## Directions
When you reach the line that contains "cairo_push_group_with_content(cr, CAIRO_CONTENT_ALPHA);" in the data below, start reproducing lines exactly, and stop after the line that contains "cairo_save(cr);".

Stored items
╭──

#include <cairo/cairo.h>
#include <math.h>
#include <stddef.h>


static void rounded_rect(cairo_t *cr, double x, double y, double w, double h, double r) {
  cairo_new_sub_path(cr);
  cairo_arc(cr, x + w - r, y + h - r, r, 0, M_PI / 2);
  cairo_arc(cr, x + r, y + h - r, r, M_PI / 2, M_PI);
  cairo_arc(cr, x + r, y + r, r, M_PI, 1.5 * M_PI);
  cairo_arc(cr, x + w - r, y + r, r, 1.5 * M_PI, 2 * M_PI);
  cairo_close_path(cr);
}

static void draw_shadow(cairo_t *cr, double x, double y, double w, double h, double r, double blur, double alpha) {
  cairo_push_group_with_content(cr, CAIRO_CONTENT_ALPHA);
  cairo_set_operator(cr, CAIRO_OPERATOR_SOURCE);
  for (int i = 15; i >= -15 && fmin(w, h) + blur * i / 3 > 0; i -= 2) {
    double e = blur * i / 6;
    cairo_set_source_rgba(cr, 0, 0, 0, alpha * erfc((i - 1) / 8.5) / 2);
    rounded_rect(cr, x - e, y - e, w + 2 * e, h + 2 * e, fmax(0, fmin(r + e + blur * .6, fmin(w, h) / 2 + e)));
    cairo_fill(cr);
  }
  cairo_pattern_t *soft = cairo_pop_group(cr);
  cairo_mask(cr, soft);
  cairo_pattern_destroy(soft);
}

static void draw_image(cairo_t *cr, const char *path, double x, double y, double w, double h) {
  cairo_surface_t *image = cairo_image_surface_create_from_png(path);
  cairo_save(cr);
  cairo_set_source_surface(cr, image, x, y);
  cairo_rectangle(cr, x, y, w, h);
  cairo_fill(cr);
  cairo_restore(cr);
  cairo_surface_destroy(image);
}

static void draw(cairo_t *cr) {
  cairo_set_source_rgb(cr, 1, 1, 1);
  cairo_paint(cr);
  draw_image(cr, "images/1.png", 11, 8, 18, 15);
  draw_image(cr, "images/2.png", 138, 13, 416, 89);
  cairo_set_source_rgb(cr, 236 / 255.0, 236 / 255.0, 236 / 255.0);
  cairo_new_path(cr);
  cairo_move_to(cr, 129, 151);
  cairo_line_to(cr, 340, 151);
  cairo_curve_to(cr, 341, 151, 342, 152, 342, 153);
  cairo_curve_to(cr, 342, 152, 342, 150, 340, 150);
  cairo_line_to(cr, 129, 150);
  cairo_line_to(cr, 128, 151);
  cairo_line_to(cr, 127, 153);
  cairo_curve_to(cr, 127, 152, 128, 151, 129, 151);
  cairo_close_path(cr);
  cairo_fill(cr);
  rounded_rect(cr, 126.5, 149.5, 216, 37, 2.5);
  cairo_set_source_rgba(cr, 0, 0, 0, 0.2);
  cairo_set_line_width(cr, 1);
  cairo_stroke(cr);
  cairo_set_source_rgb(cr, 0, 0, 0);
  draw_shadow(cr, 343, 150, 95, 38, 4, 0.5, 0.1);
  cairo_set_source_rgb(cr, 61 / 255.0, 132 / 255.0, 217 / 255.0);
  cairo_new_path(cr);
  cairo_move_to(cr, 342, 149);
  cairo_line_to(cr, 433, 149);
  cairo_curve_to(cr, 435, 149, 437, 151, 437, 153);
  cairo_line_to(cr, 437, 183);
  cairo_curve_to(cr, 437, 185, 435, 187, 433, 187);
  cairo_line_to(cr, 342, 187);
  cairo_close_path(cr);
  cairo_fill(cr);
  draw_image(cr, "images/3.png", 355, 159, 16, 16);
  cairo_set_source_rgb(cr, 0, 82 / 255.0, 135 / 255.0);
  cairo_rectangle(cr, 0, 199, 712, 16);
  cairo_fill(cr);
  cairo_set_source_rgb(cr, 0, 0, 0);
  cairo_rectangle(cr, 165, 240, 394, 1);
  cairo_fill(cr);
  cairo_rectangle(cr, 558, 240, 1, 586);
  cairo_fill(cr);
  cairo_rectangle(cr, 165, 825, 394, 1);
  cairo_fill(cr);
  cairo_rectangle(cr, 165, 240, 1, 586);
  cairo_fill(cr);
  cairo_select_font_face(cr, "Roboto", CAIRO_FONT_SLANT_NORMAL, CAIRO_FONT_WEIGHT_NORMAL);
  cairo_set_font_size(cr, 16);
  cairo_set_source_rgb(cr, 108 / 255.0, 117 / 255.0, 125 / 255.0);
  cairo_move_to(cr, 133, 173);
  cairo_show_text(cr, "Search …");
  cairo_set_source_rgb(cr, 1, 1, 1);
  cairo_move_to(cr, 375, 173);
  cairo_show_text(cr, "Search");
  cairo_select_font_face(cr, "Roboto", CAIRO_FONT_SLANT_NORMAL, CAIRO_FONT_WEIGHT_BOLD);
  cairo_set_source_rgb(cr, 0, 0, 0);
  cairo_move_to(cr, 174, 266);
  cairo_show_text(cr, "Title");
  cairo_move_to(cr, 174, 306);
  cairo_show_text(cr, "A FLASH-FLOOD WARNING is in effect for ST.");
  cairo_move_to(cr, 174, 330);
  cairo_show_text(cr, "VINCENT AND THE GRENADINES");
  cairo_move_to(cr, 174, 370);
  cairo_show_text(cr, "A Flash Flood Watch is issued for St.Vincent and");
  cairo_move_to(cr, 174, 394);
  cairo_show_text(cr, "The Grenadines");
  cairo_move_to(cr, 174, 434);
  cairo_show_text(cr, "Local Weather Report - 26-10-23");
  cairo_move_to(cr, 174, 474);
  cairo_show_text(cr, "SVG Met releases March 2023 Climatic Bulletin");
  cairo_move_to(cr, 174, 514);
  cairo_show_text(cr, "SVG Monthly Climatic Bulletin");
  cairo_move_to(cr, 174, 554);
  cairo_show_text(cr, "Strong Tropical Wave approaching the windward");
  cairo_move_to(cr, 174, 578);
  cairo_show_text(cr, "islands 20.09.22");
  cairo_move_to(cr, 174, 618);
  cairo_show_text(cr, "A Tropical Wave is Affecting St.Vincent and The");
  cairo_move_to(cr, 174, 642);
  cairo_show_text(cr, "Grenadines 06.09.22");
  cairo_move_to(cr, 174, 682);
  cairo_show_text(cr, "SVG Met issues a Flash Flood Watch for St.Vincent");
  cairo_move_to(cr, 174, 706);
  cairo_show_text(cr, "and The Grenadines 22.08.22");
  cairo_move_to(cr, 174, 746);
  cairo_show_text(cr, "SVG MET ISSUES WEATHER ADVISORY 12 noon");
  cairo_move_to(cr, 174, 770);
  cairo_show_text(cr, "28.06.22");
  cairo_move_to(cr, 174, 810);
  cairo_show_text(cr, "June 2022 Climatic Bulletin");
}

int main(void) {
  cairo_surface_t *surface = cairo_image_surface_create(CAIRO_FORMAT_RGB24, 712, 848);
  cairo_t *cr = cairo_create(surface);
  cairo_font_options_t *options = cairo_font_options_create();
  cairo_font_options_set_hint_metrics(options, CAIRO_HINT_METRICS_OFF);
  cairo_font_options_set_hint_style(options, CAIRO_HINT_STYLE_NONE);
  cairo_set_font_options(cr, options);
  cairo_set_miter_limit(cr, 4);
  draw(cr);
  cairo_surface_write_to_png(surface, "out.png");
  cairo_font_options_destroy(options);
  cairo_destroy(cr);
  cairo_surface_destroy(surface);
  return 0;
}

╰──

## Task result
  cairo_push_group_with_content(cr, CAIRO_CONTENT_ALPHA);
  cairo_set_operator(cr, CAIRO_OPERATOR_SOURCE);
  for (int i = 15; i >= -15 && fmin(w, h) + blur * i / 3 > 0; i -= 2) {
    double e = blur * i / 6;
    cairo_set_source_rgba(cr, 0, 0, 0, alpha * erfc((i - 1) / 8.5) / 2);
    rounded_rect(cr, x - e, y - e, w + 2 * e, h + 2 * e, fmax(0, fmin(r + e + blur * .6, fmin(w, h) / 2 + e)));
    cairo_fill(cr);
  }
  cairo_pattern_t *soft = cairo_pop_group(cr);
  cairo_mask(cr, soft);
  cairo_pattern_destroy(soft);
}

static void draw_image(cairo_t *cr, const char *path, double x, double y, double w, double h) {
  cairo_surface_t *image = cairo_image_surface_create_from_png(path);
  cairo_save(cr);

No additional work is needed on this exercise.